YOUR ASSIGNMENT >> Search the data below for the string "Mangueira" and copy all lines where it shows up.

DATASET CONTENT section start

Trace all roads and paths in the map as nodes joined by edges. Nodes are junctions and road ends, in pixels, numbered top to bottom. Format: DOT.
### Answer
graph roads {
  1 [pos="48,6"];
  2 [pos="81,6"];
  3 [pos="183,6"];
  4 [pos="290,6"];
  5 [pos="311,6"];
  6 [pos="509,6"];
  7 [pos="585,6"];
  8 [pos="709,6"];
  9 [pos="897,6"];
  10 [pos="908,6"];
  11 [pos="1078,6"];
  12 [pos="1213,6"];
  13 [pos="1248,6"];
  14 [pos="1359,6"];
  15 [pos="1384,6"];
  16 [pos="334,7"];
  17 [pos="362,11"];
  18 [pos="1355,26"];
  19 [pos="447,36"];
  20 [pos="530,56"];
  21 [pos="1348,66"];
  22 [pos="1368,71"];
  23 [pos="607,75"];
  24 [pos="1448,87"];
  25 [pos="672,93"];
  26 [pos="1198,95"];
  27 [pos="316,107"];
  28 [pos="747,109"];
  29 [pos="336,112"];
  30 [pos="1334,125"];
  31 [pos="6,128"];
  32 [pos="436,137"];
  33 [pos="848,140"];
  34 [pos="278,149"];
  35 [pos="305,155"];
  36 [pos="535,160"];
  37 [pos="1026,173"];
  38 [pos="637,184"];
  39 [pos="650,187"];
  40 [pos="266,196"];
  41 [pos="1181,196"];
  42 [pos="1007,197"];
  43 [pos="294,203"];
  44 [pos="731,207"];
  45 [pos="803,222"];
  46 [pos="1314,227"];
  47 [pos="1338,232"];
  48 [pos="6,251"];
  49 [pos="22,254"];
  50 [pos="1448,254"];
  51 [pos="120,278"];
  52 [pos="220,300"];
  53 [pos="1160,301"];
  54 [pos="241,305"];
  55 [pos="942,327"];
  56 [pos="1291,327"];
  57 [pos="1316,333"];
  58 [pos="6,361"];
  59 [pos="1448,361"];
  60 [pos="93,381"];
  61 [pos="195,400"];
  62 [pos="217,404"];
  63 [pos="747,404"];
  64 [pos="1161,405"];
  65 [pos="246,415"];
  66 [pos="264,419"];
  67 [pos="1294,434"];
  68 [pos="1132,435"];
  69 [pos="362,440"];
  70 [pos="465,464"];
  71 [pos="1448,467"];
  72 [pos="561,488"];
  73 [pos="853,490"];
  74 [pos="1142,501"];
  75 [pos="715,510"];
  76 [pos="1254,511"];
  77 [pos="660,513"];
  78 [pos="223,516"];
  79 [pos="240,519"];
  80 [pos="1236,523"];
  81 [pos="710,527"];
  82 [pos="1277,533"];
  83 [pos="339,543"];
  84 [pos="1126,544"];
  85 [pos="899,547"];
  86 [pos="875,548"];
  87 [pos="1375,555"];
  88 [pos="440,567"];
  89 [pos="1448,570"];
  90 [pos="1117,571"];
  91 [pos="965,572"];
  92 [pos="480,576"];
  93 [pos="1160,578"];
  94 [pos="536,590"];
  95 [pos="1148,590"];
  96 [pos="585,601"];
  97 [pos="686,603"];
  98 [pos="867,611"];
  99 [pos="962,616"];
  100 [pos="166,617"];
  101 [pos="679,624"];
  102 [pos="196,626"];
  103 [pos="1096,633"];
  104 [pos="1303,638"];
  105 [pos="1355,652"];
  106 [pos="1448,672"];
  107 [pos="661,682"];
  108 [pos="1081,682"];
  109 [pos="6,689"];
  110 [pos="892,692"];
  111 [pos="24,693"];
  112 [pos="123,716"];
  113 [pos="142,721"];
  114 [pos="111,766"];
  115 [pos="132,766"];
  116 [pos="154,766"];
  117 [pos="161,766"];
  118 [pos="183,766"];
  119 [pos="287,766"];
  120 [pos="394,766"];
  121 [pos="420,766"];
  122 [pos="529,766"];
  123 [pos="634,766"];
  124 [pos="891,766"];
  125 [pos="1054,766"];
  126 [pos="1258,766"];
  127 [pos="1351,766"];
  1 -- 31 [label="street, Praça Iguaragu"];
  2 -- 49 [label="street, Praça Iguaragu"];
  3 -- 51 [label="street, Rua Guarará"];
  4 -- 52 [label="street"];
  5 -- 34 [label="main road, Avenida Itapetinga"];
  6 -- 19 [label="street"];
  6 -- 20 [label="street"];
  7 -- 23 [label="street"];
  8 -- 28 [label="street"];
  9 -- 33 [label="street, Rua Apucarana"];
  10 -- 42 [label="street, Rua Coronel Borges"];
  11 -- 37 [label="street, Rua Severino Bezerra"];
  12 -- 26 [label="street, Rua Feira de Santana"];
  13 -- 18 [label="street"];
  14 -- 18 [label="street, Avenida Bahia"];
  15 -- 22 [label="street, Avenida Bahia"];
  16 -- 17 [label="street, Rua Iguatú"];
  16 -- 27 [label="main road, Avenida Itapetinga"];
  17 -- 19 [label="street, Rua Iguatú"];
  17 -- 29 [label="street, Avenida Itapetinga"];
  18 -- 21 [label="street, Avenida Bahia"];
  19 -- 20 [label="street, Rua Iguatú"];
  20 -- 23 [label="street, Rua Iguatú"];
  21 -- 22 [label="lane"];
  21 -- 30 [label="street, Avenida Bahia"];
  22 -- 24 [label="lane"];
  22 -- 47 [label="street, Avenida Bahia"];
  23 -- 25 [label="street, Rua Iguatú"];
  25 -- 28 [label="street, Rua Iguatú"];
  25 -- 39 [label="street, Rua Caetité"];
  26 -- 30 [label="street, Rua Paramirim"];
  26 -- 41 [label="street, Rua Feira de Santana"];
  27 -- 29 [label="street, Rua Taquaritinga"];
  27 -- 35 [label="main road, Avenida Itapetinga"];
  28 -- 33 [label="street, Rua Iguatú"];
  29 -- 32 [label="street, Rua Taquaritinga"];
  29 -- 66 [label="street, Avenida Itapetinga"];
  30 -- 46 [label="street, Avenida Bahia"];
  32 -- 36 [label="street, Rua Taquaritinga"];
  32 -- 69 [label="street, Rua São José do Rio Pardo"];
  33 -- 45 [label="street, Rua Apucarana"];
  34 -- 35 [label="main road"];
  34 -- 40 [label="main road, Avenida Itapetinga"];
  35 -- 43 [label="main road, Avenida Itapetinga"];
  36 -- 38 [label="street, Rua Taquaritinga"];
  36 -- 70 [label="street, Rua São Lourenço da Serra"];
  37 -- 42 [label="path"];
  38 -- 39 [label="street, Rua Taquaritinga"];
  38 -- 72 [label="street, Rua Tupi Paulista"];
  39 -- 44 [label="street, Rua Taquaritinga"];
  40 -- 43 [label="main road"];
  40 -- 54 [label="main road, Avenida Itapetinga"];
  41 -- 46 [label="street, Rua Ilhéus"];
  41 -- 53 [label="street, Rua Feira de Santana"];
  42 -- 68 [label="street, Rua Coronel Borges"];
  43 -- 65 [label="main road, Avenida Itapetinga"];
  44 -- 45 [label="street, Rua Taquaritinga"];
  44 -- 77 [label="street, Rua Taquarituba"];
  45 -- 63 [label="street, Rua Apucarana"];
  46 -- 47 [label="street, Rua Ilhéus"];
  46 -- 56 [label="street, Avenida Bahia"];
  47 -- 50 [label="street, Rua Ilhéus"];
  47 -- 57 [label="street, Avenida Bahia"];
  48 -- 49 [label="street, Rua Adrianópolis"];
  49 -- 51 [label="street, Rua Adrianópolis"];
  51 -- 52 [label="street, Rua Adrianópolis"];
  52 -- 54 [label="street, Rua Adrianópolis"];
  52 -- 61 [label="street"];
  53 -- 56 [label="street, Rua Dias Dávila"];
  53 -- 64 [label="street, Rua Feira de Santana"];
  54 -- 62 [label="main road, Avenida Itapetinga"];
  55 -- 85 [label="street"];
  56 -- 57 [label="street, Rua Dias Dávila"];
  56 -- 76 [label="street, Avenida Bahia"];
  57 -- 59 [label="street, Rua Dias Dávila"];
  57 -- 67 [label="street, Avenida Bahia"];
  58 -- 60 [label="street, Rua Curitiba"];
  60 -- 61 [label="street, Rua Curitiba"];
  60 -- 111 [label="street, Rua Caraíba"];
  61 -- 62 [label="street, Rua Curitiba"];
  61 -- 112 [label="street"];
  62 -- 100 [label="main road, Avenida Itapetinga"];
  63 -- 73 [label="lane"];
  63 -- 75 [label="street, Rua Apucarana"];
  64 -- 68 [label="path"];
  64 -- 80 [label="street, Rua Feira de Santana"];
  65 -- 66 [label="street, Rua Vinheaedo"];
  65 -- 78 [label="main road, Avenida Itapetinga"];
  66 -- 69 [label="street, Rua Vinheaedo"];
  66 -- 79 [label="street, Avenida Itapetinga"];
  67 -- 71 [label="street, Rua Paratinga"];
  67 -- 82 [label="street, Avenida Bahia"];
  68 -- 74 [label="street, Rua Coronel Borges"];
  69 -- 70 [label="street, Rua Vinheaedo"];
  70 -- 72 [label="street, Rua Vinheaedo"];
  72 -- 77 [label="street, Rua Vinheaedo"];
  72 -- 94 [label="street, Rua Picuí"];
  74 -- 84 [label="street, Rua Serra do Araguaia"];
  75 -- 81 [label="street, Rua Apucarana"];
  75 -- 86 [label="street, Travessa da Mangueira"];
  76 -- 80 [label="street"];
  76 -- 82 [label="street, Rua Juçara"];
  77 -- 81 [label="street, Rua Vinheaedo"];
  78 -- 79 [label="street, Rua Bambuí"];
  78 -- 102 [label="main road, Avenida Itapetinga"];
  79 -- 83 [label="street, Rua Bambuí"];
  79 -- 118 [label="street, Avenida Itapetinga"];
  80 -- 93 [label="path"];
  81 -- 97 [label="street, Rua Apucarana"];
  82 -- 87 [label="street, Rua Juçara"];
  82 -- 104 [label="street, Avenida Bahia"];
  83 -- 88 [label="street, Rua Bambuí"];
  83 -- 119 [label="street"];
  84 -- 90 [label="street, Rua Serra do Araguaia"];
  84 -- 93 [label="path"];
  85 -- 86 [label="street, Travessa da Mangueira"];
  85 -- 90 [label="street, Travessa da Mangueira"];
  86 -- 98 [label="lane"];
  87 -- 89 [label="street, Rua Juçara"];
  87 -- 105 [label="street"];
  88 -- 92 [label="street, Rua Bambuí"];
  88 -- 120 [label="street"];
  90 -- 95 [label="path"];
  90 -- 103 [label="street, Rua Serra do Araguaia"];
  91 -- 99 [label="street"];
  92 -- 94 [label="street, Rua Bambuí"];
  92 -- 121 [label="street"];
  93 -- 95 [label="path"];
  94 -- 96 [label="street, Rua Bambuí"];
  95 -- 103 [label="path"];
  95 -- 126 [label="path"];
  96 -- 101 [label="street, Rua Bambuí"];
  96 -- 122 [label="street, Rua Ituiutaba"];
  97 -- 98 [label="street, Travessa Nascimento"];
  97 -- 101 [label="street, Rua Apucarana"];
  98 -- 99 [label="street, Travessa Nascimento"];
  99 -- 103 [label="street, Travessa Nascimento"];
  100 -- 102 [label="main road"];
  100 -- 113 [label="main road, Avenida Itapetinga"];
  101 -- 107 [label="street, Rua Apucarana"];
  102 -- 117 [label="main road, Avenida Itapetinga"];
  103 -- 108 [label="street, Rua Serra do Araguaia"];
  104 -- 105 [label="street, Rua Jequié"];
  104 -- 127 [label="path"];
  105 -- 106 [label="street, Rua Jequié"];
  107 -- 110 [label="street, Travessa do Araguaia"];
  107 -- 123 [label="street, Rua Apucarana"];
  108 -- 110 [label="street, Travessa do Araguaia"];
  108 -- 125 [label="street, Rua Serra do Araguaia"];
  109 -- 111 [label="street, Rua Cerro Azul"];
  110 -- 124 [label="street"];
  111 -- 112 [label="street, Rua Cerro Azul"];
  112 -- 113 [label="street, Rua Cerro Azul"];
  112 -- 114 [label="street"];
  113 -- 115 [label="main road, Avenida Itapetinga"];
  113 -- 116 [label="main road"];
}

DATASET CONTENT section end

TASK ANSWER >>
  75 -- 86 [label="street, Travessa da Mangueira"];
  85 -- 86 [label="street, Travessa da Mangueira"];
  85 -- 90 [label="street, Travessa da Mangueira"];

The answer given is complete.